» Your task: For every line in the data below that contains "roads", copy the line.

» Stored data:
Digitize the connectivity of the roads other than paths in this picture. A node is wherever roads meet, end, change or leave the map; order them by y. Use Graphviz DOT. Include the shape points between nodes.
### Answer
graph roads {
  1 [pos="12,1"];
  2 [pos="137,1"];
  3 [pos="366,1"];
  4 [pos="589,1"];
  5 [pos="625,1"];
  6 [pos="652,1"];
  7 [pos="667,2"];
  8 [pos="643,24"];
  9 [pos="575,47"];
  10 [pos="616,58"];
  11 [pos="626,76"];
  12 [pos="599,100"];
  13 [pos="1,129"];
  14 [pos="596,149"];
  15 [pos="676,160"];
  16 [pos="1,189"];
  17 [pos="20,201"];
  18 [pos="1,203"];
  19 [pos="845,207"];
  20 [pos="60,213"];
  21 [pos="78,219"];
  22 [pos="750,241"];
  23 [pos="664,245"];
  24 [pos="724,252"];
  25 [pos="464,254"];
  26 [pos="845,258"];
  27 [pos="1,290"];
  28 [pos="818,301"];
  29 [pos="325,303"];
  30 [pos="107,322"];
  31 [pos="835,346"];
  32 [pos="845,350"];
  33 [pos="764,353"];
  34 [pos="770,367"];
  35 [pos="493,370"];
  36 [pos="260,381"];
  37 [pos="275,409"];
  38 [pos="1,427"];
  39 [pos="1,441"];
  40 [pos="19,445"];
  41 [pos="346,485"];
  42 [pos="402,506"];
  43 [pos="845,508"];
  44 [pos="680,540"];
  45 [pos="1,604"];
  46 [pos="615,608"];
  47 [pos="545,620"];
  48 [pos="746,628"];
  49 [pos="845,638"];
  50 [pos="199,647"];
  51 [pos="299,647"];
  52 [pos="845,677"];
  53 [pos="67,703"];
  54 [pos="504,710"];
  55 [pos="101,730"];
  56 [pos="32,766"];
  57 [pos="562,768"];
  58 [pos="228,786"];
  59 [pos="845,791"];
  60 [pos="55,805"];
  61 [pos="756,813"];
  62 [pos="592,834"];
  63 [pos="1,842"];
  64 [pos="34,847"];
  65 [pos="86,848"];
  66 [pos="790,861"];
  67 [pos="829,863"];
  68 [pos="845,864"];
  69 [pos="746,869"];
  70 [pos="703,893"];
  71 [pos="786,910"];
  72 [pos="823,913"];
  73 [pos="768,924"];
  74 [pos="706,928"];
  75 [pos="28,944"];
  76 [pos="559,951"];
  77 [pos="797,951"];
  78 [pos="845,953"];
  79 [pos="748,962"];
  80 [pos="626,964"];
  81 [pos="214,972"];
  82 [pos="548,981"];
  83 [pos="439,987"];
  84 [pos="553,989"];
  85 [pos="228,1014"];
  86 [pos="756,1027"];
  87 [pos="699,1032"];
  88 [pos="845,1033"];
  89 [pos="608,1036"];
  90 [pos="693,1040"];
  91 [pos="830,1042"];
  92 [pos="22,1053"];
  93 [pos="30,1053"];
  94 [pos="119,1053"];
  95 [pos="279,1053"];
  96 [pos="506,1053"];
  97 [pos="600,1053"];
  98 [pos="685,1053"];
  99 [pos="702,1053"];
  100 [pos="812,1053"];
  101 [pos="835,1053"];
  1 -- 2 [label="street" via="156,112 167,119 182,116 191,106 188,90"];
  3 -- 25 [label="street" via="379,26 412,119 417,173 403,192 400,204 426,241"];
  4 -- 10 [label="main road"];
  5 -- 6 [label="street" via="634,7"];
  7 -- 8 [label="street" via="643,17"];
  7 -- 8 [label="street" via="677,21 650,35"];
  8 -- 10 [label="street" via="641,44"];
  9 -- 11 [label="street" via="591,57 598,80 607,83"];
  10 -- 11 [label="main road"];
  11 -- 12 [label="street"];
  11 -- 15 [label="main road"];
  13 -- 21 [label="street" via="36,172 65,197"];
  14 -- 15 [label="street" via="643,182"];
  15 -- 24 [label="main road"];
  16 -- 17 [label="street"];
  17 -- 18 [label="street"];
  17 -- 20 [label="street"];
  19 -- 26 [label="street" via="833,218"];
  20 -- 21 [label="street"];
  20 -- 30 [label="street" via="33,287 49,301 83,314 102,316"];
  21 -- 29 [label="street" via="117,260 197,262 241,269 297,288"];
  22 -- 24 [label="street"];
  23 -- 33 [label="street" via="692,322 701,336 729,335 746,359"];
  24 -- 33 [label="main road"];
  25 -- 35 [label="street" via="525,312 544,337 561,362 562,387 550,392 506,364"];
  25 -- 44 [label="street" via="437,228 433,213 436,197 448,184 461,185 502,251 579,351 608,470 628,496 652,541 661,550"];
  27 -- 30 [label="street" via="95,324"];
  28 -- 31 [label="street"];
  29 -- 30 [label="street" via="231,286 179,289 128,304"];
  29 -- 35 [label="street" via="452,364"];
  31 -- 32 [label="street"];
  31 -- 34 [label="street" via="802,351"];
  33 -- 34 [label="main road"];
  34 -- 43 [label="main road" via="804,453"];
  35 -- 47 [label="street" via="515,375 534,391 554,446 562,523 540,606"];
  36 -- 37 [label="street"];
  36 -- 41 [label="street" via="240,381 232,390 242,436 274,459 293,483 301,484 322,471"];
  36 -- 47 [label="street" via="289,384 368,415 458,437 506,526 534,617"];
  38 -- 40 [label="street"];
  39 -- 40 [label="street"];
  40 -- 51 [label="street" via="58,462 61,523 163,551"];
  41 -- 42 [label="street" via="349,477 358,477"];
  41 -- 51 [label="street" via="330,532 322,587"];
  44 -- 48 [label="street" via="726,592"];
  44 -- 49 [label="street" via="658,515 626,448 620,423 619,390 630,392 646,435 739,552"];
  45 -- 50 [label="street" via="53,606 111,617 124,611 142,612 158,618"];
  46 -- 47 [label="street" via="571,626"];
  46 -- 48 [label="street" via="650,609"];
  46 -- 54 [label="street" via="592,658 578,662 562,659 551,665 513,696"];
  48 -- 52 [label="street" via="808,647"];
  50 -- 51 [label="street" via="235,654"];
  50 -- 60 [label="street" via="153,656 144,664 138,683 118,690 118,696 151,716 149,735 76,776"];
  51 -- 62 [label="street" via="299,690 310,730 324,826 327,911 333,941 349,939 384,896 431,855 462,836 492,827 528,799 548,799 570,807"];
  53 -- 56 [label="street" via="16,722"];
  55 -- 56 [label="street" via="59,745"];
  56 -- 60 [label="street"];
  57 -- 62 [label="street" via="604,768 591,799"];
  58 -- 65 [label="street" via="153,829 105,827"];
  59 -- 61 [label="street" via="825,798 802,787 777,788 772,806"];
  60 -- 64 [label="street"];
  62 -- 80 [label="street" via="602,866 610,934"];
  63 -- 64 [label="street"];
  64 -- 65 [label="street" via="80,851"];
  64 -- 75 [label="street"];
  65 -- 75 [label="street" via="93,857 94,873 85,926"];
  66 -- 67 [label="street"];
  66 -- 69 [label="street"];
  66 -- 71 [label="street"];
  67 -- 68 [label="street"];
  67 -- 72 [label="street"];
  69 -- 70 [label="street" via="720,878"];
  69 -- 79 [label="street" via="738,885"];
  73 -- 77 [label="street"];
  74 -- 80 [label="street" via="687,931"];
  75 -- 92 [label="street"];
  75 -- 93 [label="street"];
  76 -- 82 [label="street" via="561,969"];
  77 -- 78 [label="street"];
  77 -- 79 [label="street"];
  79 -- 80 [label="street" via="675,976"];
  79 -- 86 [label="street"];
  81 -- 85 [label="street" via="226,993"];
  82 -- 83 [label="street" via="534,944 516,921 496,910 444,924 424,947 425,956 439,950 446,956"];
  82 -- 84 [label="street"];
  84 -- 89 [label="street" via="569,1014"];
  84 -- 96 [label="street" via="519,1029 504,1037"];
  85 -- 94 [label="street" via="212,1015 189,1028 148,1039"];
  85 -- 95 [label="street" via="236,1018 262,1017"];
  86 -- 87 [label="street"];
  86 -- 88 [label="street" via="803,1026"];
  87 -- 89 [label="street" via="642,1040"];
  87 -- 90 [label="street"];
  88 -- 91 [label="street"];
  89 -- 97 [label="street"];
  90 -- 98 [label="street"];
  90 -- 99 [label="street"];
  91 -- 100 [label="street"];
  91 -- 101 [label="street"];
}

» Expected answer:
Digitize the connectivity of the roads other than paths in this picture. A node is wherever roads meet, end, change or leave the map; order them by y. Use Graphviz DOT. Include the shape points between nodes.
graph roads {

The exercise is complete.